Don’t try to be too clever, Richard I also know a thing or two. In the name of freedom they fight one another. Isn’t that right?

‘It is not we who make them fight. They fight of their own accord.’

‘You can stop them from fighting, Richard. After all they are from the same racial stock. Didn’t you say so?’

Richard was charmed by his wife’s simplicity.

He sent down and kissed her on the cheek.

‘Darling, rulers have their eyes only on differences that divide their subjects not on what unites them.’

Bhisham Sahni has chosen the town of Rawalpindi and villages around it as microcosm of the Indian subcontinent. In the town, on one pretext or another, the local leaders exploit the situation in their favour. The story begins with the tragic situation in the life of a sweeper named Nathu who is bribed and deceived by a local Muslim politician to kill a pig, ostensibly for a veterinarian. The following morning the carcass is discovered on the steps of a mosque, and the town and adjoining villages, already tension ridden, erupts in violence. As is the nature of such violence, caused by distrust, fear and rumour, it continued and spreads a gloom in and around the city of Rawalpindi. Local leaders, instead of containing it add fuel to fire. Hypocrisy and distrust play their part to great extent. Local leaders belonging to all parties like Congress, Muslim League, Gurudwara Prabandhak or Hindu Mahasabha are hypocrites and are unaware of the consequences of the growing communal frenzy.

Although the novel takes up one town and the adjoining villages as nucleus of the communal frenzy, his aim probably seems to delve deep into the nature of the violence and also the nature, character and behavioral patterns of the stakeholders – be it Muslims, Sikhs or Hindus. It is shown that the antagonism between the communities is not natural or elemental rather there is a murky politics which plays a sinister and clandestine role at all levels and that is the real villain of the peace. On the eve of partition of India the local leaders were active and the common men and women were vulnerable; they could be easily befooled for any promise. The atmosphere of fear, suspicion, distrust, intrigue, conspiracy etc. became very common at all levels. Whereas the British administration was cold and indifferent towards such developments, the local leaders exploited the situations in their favour without any hesitation or wavering even at the cost of human life and property.

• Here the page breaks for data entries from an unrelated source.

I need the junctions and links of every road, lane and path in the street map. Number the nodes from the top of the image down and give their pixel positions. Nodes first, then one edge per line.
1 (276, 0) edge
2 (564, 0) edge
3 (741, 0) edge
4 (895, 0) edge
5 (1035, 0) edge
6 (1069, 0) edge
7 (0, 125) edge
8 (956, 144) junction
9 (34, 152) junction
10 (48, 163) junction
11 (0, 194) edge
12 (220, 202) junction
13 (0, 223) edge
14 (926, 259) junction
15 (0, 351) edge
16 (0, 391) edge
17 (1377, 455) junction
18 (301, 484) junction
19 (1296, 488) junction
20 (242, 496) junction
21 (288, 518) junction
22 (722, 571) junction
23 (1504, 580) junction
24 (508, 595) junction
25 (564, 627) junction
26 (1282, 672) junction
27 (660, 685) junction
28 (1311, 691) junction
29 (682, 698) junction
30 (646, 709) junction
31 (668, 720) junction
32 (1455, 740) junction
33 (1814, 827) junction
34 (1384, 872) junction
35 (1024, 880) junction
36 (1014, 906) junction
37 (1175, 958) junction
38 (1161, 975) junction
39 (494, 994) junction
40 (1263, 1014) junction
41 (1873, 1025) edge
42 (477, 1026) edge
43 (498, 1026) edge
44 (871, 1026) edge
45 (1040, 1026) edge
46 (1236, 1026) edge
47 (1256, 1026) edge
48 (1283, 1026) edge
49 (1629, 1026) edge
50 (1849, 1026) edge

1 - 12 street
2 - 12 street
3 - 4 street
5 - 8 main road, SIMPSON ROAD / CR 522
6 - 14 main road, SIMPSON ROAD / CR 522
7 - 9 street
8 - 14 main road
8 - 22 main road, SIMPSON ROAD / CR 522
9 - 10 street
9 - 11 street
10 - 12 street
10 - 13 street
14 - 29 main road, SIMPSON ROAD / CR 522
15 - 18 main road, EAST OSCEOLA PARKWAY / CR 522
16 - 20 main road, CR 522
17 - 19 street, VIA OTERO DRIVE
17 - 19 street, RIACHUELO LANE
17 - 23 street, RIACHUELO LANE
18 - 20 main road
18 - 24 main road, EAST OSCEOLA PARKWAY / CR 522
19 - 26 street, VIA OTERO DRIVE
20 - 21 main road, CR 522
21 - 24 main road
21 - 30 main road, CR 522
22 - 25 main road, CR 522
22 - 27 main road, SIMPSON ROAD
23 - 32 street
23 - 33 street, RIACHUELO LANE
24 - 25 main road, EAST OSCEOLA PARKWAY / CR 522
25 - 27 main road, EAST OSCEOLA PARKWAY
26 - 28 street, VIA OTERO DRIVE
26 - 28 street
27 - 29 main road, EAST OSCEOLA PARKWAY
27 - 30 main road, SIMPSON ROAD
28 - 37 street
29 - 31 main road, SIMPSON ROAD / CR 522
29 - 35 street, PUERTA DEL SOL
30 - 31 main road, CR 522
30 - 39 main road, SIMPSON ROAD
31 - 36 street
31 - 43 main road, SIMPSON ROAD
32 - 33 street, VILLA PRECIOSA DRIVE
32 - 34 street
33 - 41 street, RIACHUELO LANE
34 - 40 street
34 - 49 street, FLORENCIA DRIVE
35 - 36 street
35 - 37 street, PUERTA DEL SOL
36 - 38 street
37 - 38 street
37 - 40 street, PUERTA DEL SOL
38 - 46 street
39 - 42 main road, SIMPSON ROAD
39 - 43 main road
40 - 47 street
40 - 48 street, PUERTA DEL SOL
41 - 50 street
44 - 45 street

Thus, Tamas is a partition novel not only in appearance and structure but also in the depiction of neurosis which had plunged a cross section of human populace in the states where communities had lost mutual trust and amity. Whereas, the common men like Nathu and Harnam Singh are distressed and suffer mental agony, the local leaders are hardly sad about the whole thing. They are rather surcharged to exploit the situation in their favour. Towards the end of the novel mainly in chapter 21, it can be seen that the people attending the meeting of peace committee hardly regret what happened rather partake of the pleasure that such a gathering evokes. People are fragmented and divided on petty issues based on their caste, creed and party affiliations. And finally the “bus of peace” episode ironically portrays the mockery of the Indian people towards such peace missions. Air resounding with slogans ‘Long Live Hindu Muslim Unity!....’ Peace, Committee Zindabad!’ ‘Hindus are one! (350) Sardonically betrays the futility of such missions.